Your task: Using the string "street" as the key, pull each matching line out of the records below.

Collected data
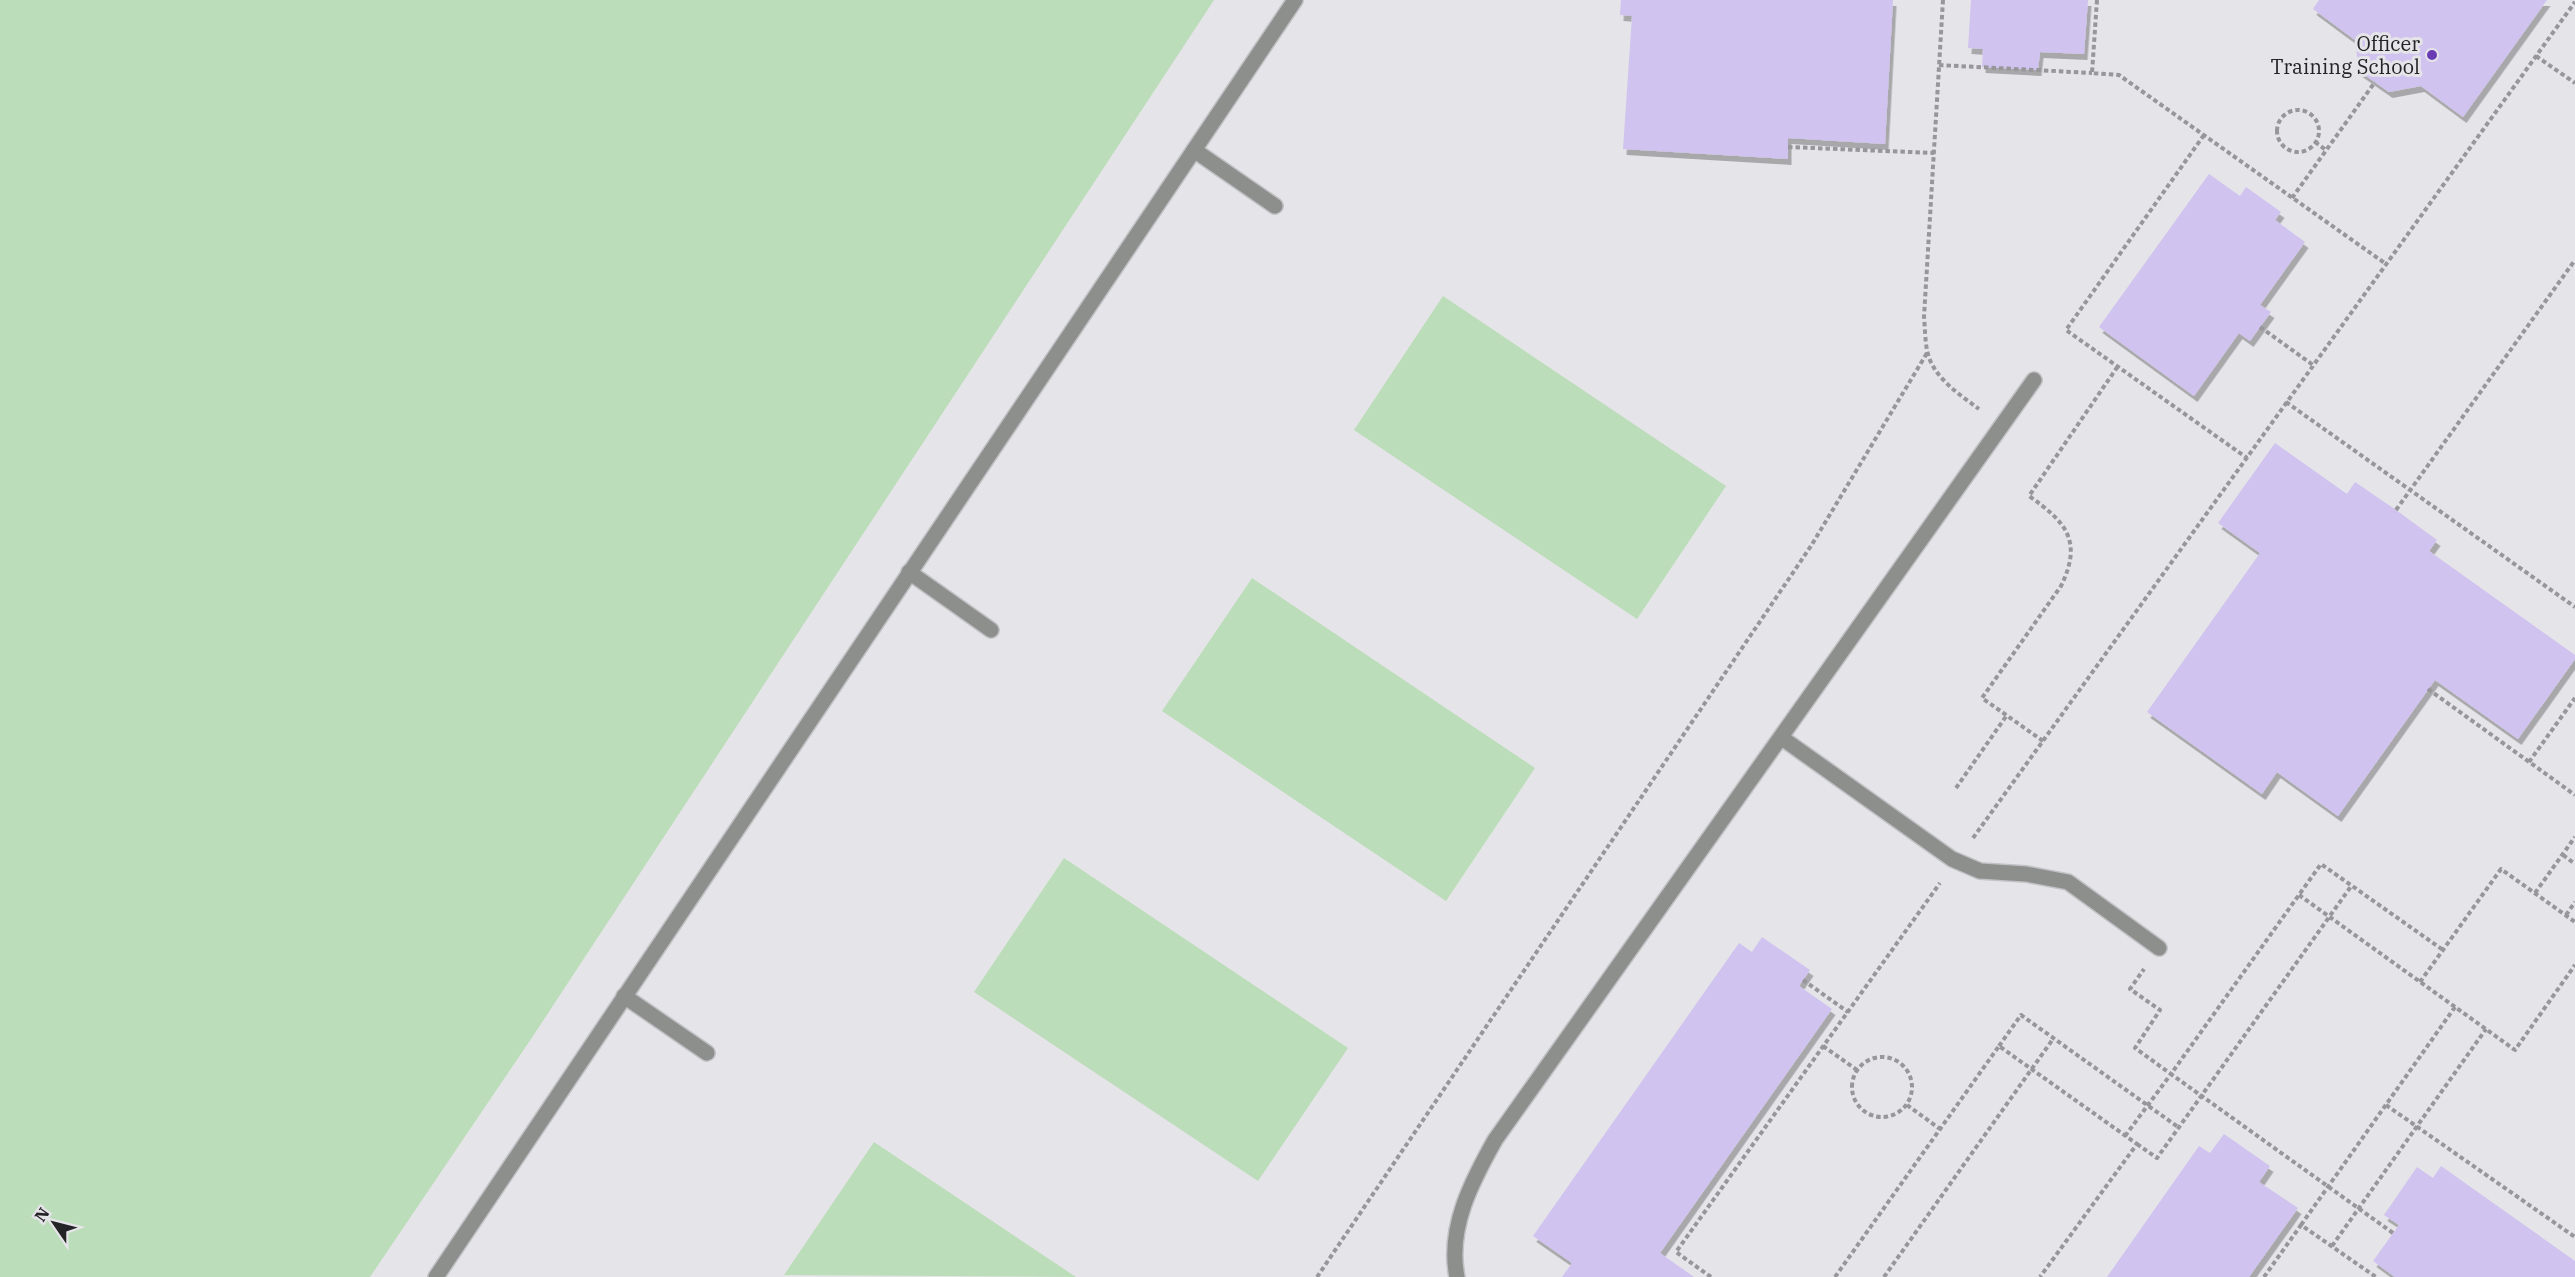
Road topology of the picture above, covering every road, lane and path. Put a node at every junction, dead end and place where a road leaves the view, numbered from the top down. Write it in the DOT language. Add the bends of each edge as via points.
graph roads {
  1 [pos="1295,0"];
  2 [pos="1943,0"];
  3 [pos="2097,0"];
  4 [pos="2575,2"];
  5 [pos="2536,56"];
  6 [pos="1939,65"];
  7 [pos="2092,73"];
  8 [pos="2375,82"];
  9 [pos="2575,83"];
  10 [pos="2204,135"];
  11 [pos="2315,142"];
  12 [pos="1788,147"];
  13 [pos="1194,150"];
  14 [pos="2326,150"];
  15 [pos="1934,153"];
  16 [pos="2292,198"];
  17 [pos="1275,206"];
  18 [pos="2575,260"];
  19 [pos="2386,264"];
  20 [pos="2260,327"];
  21 [pos="1927,353"];
  22 [pos="2313,365"];
  23 [pos="2118,366"];
  24 [pos="2034,380"];
  25 [pos="2286,402"];
  26 [pos="2002,425"];
  27 [pos="2247,458"];
  28 [pos="2410,490"];
  29 [pos="2396,510"];
  30 [pos="909,572"];
  31 [pos="2574,604"];
  32 [pos="991,630"];
  33 [pos="2428,689"];
  34 [pos="2575,698"];
  35 [pos="2007,715"];
  36 [pos="1782,738"];
  37 [pos="2043,741"];
  38 [pos="2529,762"];
  39 [pos="1956,788"];
  40 [pos="2575,795"];
  41 [pos="2575,837"];
  42 [pos="2563,855"];
  43 [pos="1956,861"];
  44 [pos="2575,864"];
  45 [pos="2352,885"];
  46 [pos="2535,893"];
  47 [pos="2299,895"];
  48 [pos="2575,902"];
  49 [pos="2566,915"];
  50 [pos="2329,917"];
  51 [pos="2575,922"];
  52 [pos="2159,948"];
  53 [pos="2443,950"];
  54 [pos="2575,965"];
  55 [pos="1803,980"];
  56 [pos="2420,982"];
  57 [pos="624,996"];
  58 [pos="2455,1007"];
  59 [pos="1848,1012"];
  60 [pos="2486,1029"];
  61 [pos="2053,1038"];
  62 [pos="1823,1046"];
  63 [pos="1999,1047"];
  64 [pos="707,1053"];
  65 [pos="2031,1069"];
  66 [pos="1857,1070"];
  67 [pos="2171,1074"];
  68 [pos="2201,1096"];
  69 [pos="1907,1105"];
  70 [pos="2386,1105"];
  71 [pos="2148,1106"];
  72 [pos="2417,1126"];
  73 [pos="2178,1127"];
  74 [pos="1940,1129"];
  75 [pos="2125,1136"];
  76 [pos="2137,1144"];
  77 [pos="2328,1187"];
  78 [pos="2359,1209"];
  79 [pos="2301,1225"];
  80 [pos="2393,1233"];
  81 [pos="2575,1237"];
  82 [pos="2332,1246"];
  83 [pos="436,1277"];
  84 [pos="1317,1277"];
  85 [pos="1457,1277"];
  86 [pos="1711,1277"];
  87 [pos="1835,1277"];
  88 [pos="1884,1277"];
  89 [pos="2040,1277"];
  90 [pos="2264,1277"];
  91 [pos="2376,1277"];
  1 -- 13 [label="street"];
  2 -- 6 [label="path"];
  3 -- 7 [label="path"];
  4 -- 5 [label="path"];
  5 -- 9 [label="path"];
  5 -- 19 [label="path"];
  6 -- 7 [label="path"];
  6 -- 15 [label="path"];
  7 -- 10 [label="path" via="2119,75"];
  8 -- 14 [label="path"];
  10 -- 16 [label="path"];
  10 -- 23 [label="path" via="2066,330"];
  11 -- 11 [label="path" via="2319,128 2306,112 2292,110 2278,124 2278,138 2292,151 2305,150"];
  11 -- 14 [label="path"];
  12 -- 15 [label="path"];
  13 -- 17 [label="street"];
  13 -- 30 [label="street"];
  14 -- 16 [label="path"];
  15 -- 21 [label="path" via="1924,317"];
  16 -- 19 [label="path"];
  18 -- 28 [label="path"];
  19 -- 22 [label="path"];
  20 -- 22 [label="path"];
  21 -- 26 [label="path" via="1938,374 1955,391"];
  21 -- 84 [label="path" via="1811,546"];
  22 -- 25 [label="path"];
  23 -- 27 [label="path"];
  23 -- 35 [label="path" via="2029,496 2062,523 2072,552 2070,568 2061,586 1982,698"];
  24 -- 26 [label="street"];
  25 -- 27 [label="path"];
  25 -- 28 [label="path"];
  26 -- 36 [label="street"];
  27 -- 37 [label="path"];
  28 -- 29 [label="path"];
  28 -- 31 [label="path"];
  30 -- 32 [label="street"];
  30 -- 57 [label="street"];
  33 -- 38 [label="path"];
  34 -- 38 [label="path"];
  35 -- 37 [label="path"];
  35 -- 39 [label="path"];
  36 -- 43 [label="street"];
  36 -- 85 [label="street" via="1495,1140 1471,1183 1458,1225"];
  37 -- 43 [label="path"];
  38 -- 40 [label="path"];
  41 -- 42 [label="path"];
  42 -- 44 [label="path"];
  42 -- 46 [label="path"];
  43 -- 52 [label="street" via="1980,871 2068,882"];
  43 -- 59 [label="path"];
  45 -- 47 [label="path" via="2321,864"];
  45 -- 50 [label="path"];
  45 -- 53 [label="path"];
  46 -- 49 [label="path"];
  46 -- 53 [label="path" via="2500,869"];
  47 -- 50 [label="path"];
  47 -- 67 [label="path"];
  48 -- 49 [label="path"];
  49 -- 51 [label="path"];
  50 -- 56 [label="path"];
  50 -- 68 [label="path"];
  52 -- 67 [label="path" via="2130,990 2160,1010 2135,1048"];
  53 -- 56 [label="path"];
  54 -- 60 [label="path" via="2515,1050"];
  55 -- 59 [label="path"];
  56 -- 58 [label="path"];
  57 -- 64 [label="street"];
  57 -- 83 [label="street"];
  58 -- 60 [label="path"];
  58 -- 70 [label="path"];
  59 -- 62 [label="path"];
  60 -- 72 [label="path"];
  61 -- 63 [label="path" via="2021,1015"];
  61 -- 65 [label="path"];
  61 -- 71 [label="path"];
  62 -- 66 [label="path"];
  62 -- 86 [label="path" via="1676,1252"];
  63 -- 65 [label="path"];
  63 -- 74 [label="path"];
  65 -- 75 [label="path"];
  65 -- 88 [label="path"];
  66 -- 69 [label="path" via="1853,1097 1864,1113 1873,1117 1892,1116"];
  66 -- 69 [label="path" via="1874,1058 1895,1059 1904,1065 1913,1084"];
  67 -- 68 [label="path"];
  67 -- 71 [label="path"];
  68 -- 73 [label="path"];
  68 -- 77 [label="path"];
  69 -- 74 [label="path"];
  70 -- 72 [label="path"];
  70 -- 77 [label="path"];
  71 -- 73 [label="path"];
  71 -- 75 [label="path"];
  72 -- 78 [label="path"];
  72 -- 81 [label="path"];
  73 -- 76 [label="path" via="2157,1158"];
  74 -- 87 [label="path"];
  75 -- 76 [label="path"];
  76 -- 89 [label="path"];
  77 -- 78 [label="path"];
  77 -- 79 [label="path"];
  78 -- 80 [label="path"];
  78 -- 82 [label="path"];
  79 -- 82 [label="path"];
  79 -- 90 [label="path"];
  82 -- 91 [label="path"];
}
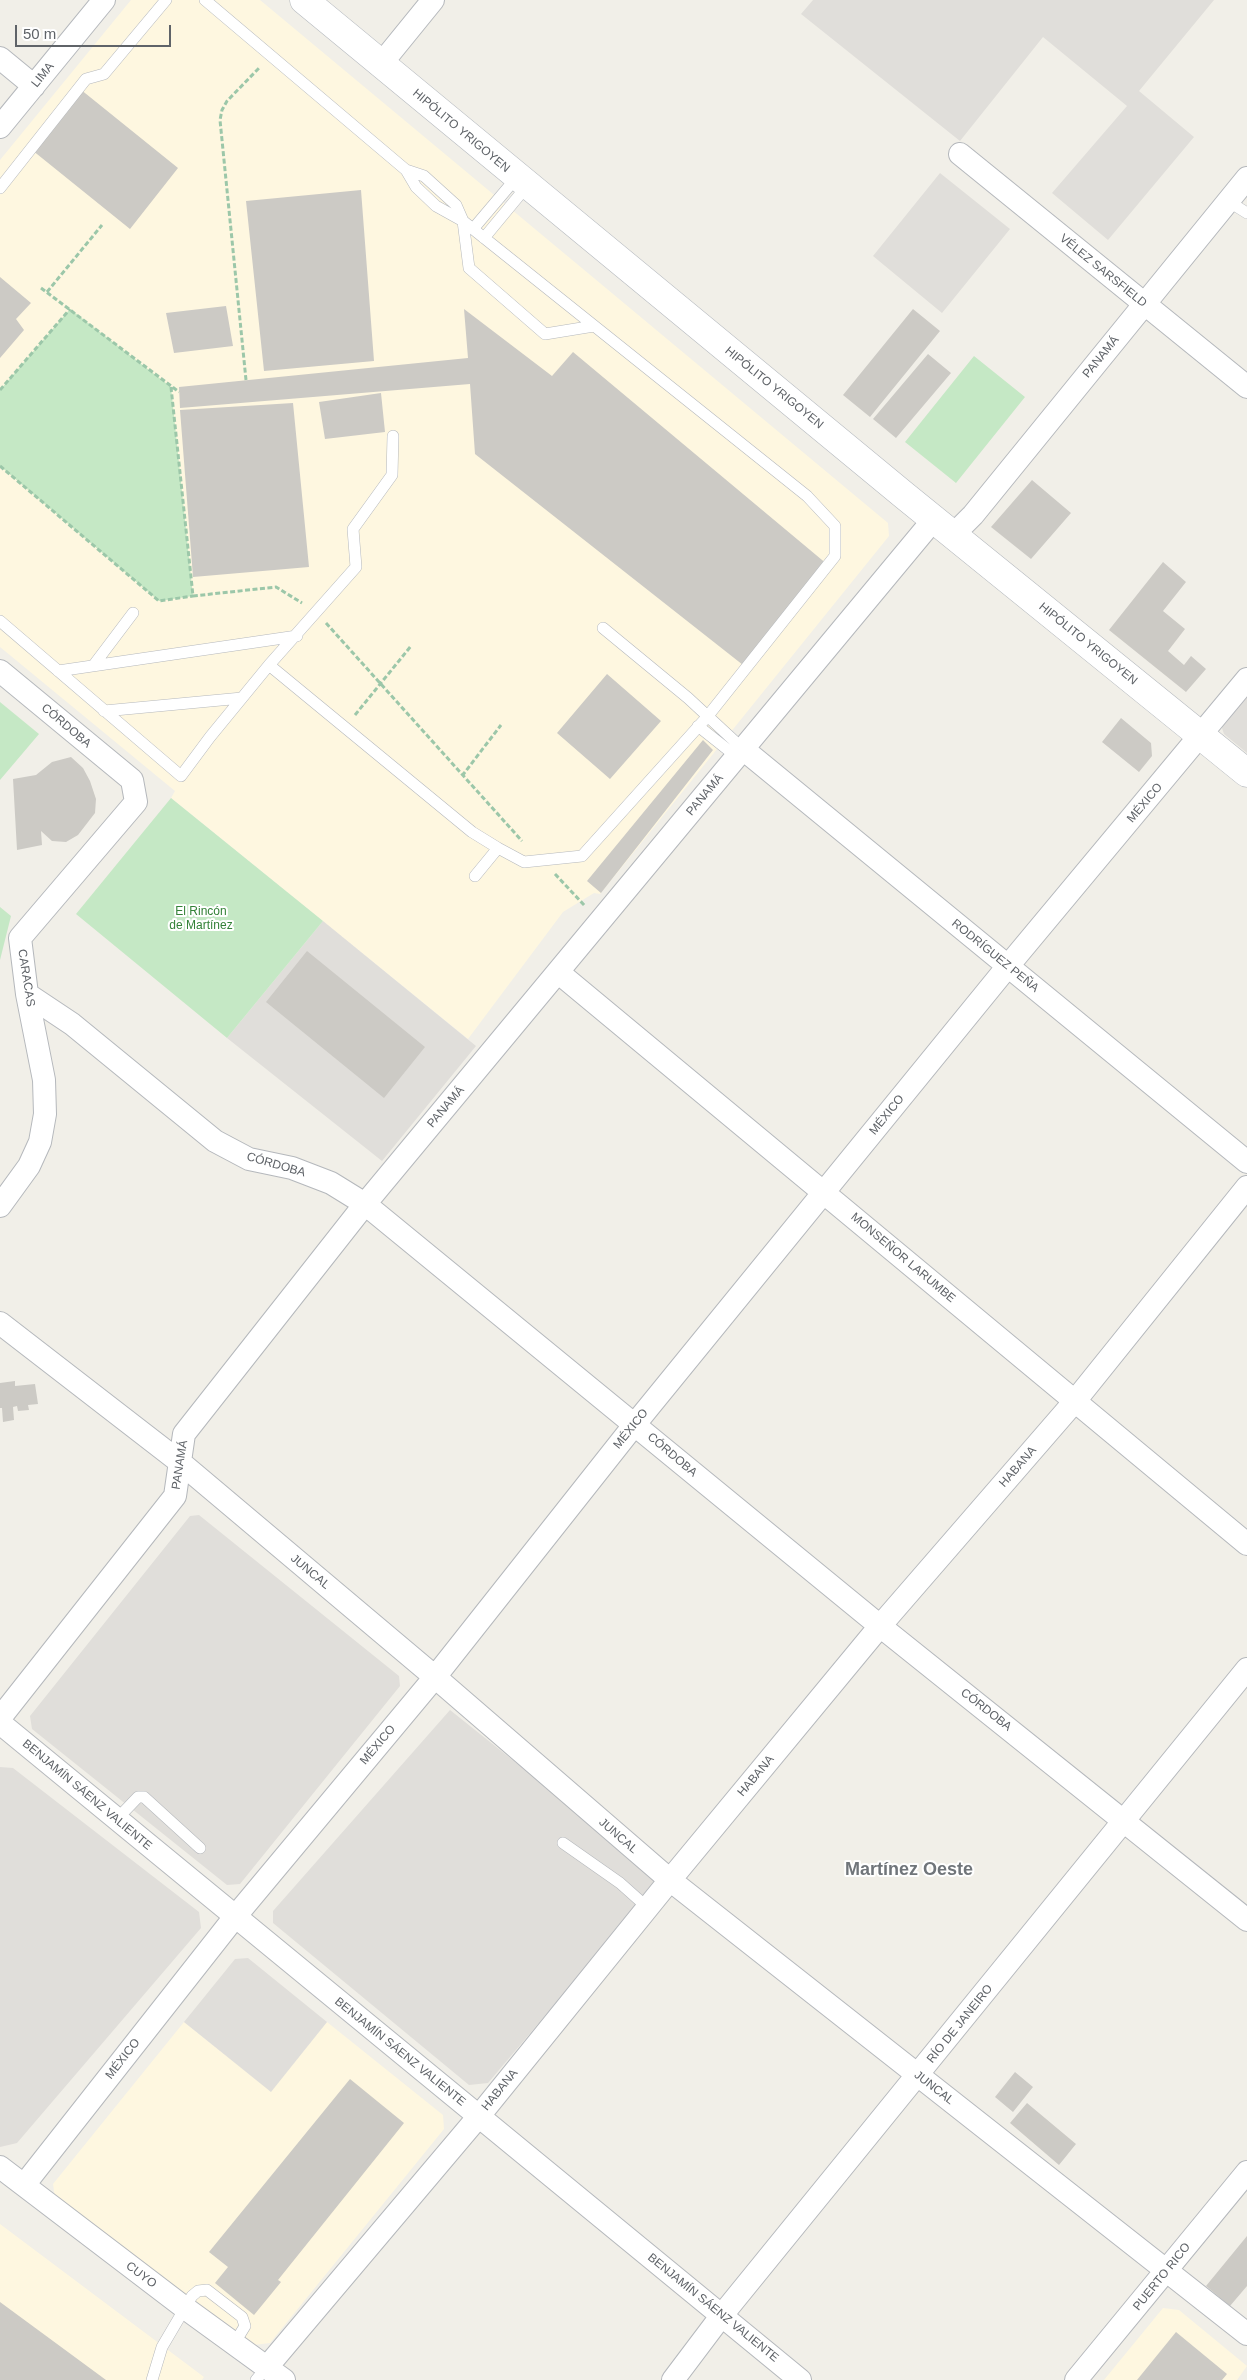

Output of the task:
  1 -- 13 [label="street"];
  13 -- 17 [label="street"];
  13 -- 30 [label="street"];
  24 -- 26 [label="street"];
  26 -- 36 [label="street"];
  30 -- 32 [label="street"];
  30 -- 57 [label="street"];
  36 -- 43 [label="street"];
  36 -- 85 [label="street" via="1495,1140 1471,1183 1458,1225"];
  43 -- 52 [label="street" via="1980,871 2068,882"];
  57 -- 64 [label="street"];
  57 -- 83 [label="street"];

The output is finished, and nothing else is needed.